TASK DIRECTIONS:
The expected reply is all of the data, returned exactly.

--- INFORMATION SUPPLIED Enclosed Below ---

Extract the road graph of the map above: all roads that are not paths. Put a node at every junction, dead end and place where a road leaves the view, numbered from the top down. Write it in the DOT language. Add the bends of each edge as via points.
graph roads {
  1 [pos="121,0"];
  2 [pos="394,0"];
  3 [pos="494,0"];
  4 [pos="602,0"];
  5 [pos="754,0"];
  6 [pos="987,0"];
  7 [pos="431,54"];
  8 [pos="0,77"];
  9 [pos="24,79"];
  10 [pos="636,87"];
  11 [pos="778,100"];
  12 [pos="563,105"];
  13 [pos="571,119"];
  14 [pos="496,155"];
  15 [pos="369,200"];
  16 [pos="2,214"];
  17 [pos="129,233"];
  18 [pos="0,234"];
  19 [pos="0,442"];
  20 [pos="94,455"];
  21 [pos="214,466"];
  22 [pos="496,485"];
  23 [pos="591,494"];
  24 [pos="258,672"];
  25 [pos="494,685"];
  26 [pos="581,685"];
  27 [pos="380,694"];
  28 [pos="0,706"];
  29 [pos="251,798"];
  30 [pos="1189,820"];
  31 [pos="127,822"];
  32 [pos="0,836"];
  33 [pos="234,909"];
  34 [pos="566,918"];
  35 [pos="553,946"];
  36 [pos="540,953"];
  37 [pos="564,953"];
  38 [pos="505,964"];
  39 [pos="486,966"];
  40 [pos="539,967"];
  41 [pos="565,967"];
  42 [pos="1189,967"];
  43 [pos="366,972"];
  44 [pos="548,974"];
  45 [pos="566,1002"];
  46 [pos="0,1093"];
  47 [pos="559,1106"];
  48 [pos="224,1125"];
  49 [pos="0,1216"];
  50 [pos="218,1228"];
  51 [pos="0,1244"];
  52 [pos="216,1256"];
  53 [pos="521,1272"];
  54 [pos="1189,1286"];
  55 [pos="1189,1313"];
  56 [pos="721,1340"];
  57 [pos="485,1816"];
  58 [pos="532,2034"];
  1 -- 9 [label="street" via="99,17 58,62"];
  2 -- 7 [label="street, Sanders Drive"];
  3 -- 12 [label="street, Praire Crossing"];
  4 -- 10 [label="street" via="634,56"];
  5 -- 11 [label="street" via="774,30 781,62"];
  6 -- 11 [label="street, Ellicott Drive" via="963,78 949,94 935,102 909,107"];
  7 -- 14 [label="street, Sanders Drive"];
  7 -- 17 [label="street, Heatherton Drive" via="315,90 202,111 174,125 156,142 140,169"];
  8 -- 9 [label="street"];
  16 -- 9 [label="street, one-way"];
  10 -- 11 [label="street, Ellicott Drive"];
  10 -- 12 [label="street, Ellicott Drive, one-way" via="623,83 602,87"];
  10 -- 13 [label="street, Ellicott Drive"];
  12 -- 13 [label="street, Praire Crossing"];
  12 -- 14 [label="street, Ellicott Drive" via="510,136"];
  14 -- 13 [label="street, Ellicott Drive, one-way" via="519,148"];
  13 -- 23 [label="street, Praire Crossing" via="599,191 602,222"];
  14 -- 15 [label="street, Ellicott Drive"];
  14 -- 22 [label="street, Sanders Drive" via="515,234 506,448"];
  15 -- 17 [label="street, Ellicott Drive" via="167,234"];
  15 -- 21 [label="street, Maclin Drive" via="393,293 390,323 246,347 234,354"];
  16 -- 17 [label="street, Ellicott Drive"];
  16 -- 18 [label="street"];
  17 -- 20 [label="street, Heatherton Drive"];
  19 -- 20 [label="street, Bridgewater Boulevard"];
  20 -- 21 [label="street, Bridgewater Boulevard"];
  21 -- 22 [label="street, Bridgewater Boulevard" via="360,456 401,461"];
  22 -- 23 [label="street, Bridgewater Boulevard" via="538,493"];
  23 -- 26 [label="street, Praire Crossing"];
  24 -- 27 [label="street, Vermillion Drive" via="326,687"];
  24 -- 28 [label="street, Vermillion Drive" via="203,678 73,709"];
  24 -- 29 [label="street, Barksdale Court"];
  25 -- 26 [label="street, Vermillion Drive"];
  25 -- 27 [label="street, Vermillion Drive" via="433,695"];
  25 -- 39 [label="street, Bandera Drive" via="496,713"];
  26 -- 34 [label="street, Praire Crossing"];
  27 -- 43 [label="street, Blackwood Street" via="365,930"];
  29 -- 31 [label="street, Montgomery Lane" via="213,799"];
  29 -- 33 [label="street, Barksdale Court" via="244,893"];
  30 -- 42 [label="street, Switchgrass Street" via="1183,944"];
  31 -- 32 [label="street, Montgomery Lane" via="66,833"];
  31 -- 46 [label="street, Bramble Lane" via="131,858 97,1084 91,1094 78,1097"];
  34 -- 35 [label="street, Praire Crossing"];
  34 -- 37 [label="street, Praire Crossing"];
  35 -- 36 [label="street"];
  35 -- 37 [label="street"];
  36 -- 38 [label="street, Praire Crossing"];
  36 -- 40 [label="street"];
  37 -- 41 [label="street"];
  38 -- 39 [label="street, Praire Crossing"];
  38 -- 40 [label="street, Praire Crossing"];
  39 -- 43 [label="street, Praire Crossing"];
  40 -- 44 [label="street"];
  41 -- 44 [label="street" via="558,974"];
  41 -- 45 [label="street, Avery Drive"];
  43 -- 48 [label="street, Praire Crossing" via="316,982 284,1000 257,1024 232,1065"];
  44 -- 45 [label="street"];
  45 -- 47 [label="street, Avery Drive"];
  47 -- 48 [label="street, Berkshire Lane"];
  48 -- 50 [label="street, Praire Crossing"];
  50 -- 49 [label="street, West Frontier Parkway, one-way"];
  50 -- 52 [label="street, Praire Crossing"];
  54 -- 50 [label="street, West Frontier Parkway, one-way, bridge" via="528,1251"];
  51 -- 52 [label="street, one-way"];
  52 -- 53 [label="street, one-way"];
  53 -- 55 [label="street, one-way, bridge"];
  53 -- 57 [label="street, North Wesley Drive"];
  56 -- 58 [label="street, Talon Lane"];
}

--- End of Enclosed INFORMATION SUPPLIED ---

RESULT OF THE TASK:
Extract the road graph of the map above: all roads that are not paths. Put a node at every junction, dead end and place where a road leaves the view, numbered from the top down. Write it in the DOT language. Add the bends of each edge as via points.
graph roads {
  1 [pos="121,0"];
  2 [pos="394,0"];
  3 [pos="494,0"];
  4 [pos="602,0"];
  5 [pos="754,0"];
  6 [pos="987,0"];
  7 [pos="431,54"];
  8 [pos="0,77"];
  9 [pos="24,79"];
  10 [pos="636,87"];
  11 [pos="778,100"];
  12 [pos="563,105"];
  13 [pos="571,119"];
  14 [pos="496,155"];
  15 [pos="369,200"];
  16 [pos="2,214"];
  17 [pos="129,233"];
  18 [pos="0,234"];
  19 [pos="0,442"];
  20 [pos="94,455"];
  21 [pos="214,466"];
  22 [pos="496,485"];
  23 [pos="591,494"];
  24 [pos="258,672"];
  25 [pos="494,685"];
  26 [pos="581,685"];
  27 [pos="380,694"];
  28 [pos="0,706"];
  29 [pos="251,798"];
  30 [pos="1189,820"];
  31 [pos="127,822"];
  32 [pos="0,836"];
  33 [pos="234,909"];
  34 [pos="566,918"];
  35 [pos="553,946"];
  36 [pos="540,953"];
  37 [pos="564,953"];
  38 [pos="505,964"];
  39 [pos="486,966"];
  40 [pos="539,967"];
  41 [pos="565,967"];
  42 [pos="1189,967"];
  43 [pos="366,972"];
  44 [pos="548,974"];
  45 [pos="566,1002"];
  46 [pos="0,1093"];
  47 [pos="559,1106"];
  48 [pos="224,1125"];
  49 [pos="0,1216"];
  50 [pos="218,1228"];
  51 [pos="0,1244"];
  52 [pos="216,1256"];
  53 [pos="521,1272"];
  54 [pos="1189,1286"];
  55 [pos="1189,1313"];
  56 [pos="721,1340"];
  57 [pos="485,1816"];
  58 [pos="532,2034"];
  1 -- 9 [label="street" via="99,17 58,62"];
  2 -- 7 [label="street, Sanders Drive"];
  3 -- 12 [label="street, Praire Crossing"];
  4 -- 10 [label="street" via="634,56"];
  5 -- 11 [label="street" via="774,30 781,62"];
  6 -- 11 [label="street, Ellicott Drive" via="963,78 949,94 935,102 909,107"];
  7 -- 14 [label="street, Sanders Drive"];
  7 -- 17 [label="street, Heatherton Drive" via="315,90 202,111 174,125 156,142 140,169"];
  8 -- 9 [label="street"];
  16 -- 9 [label="street, one-way"];
  10 -- 11 [label="street, Ellicott Drive"];
  10 -- 12 [label="street, Ellicott Drive, one-way" via="623,83 602,87"];
  10 -- 13 [label="street, Ellicott Drive"];
  12 -- 13 [label="street, Praire Crossing"];
  12 -- 14 [label="street, Ellicott Drive" via="510,136"];
  14 -- 13 [label="street, Ellicott Drive, one-way" via="519,148"];
  13 -- 23 [label="street, Praire Crossing" via="599,191 602,222"];
  14 -- 15 [label="street, Ellicott Drive"];
  14 -- 22 [label="street, Sanders Drive" via="515,234 506,448"];
  15 -- 17 [label="street, Ellicott Drive" via="167,234"];
  15 -- 21 [label="street, Maclin Drive" via="393,293 390,323 246,347 234,354"];
  16 -- 17 [label="street, Ellicott Drive"];
  16 -- 18 [label="street"];
  17 -- 20 [label="street, Heatherton Drive"];
  19 -- 20 [label="street, Bridgewater Boulevard"];
  20 -- 21 [label="street, Bridgewater Boulevard"];
  21 -- 22 [label="street, Bridgewater Boulevard" via="360,456 401,461"];
  22 -- 23 [label="street, Bridgewater Boulevard" via="538,493"];
  23 -- 26 [label="street, Praire Crossing"];
  24 -- 27 [label="street, Vermillion Drive" via="326,687"];
  24 -- 28 [label="street, Vermillion Drive" via="203,678 73,709"];
  24 -- 29 [label="street, Barksdale Court"];
  25 -- 26 [label="street, Vermillion Drive"];
  25 -- 27 [label="street, Vermillion Drive" via="433,695"];
  25 -- 39 [label="street, Bandera Drive" via="496,713"];
  26 -- 34 [label="street, Praire Crossing"];
  27 -- 43 [label="street, Blackwood Street" via="365,930"];
  29 -- 31 [label="street, Montgomery Lane" via="213,799"];
  29 -- 33 [label="street, Barksdale Court" via="244,893"];
  30 -- 42 [label="street, Switchgrass Street" via="1183,944"];
  31 -- 32 [label="street, Montgomery Lane" via="66,833"];
  31 -- 46 [label="street, Bramble Lane" via="131,858 97,1084 91,1094 78,1097"];
  34 -- 35 [label="street, Praire Crossing"];
  34 -- 37 [label="street, Praire Crossing"];
  35 -- 36 [label="street"];
  35 -- 37 [label="street"];
  36 -- 38 [label="street, Praire Crossing"];
  36 -- 40 [label="street"];
  37 -- 41 [label="street"];
  38 -- 39 [label="street, Praire Crossing"];
  38 -- 40 [label="street, Praire Crossing"];
  39 -- 43 [label="street, Praire Crossing"];
  40 -- 44 [label="street"];
  41 -- 44 [label="street" via="558,974"];
  41 -- 45 [label="street, Avery Drive"];
  43 -- 48 [label="street, Praire Crossing" via="316,982 284,1000 257,1024 232,1065"];
  44 -- 45 [label="street"];
  45 -- 47 [label="street, Avery Drive"];
  47 -- 48 [label="street, Berkshire Lane"];
  48 -- 50 [label="street, Praire Crossing"];
  50 -- 49 [label="street, West Frontier Parkway, one-way"];
  50 -- 52 [label="street, Praire Crossing"];
  54 -- 50 [label="street, West Frontier Parkway, one-way, bridge" via="528,1251"];
  51 -- 52 [label="street, one-way"];
  52 -- 53 [label="street, one-way"];
  53 -- 55 [label="street, one-way, bridge"];
  53 -- 57 [label="street, North Wesley Drive"];
  56 -- 58 [label="street, Talon Lane"];
}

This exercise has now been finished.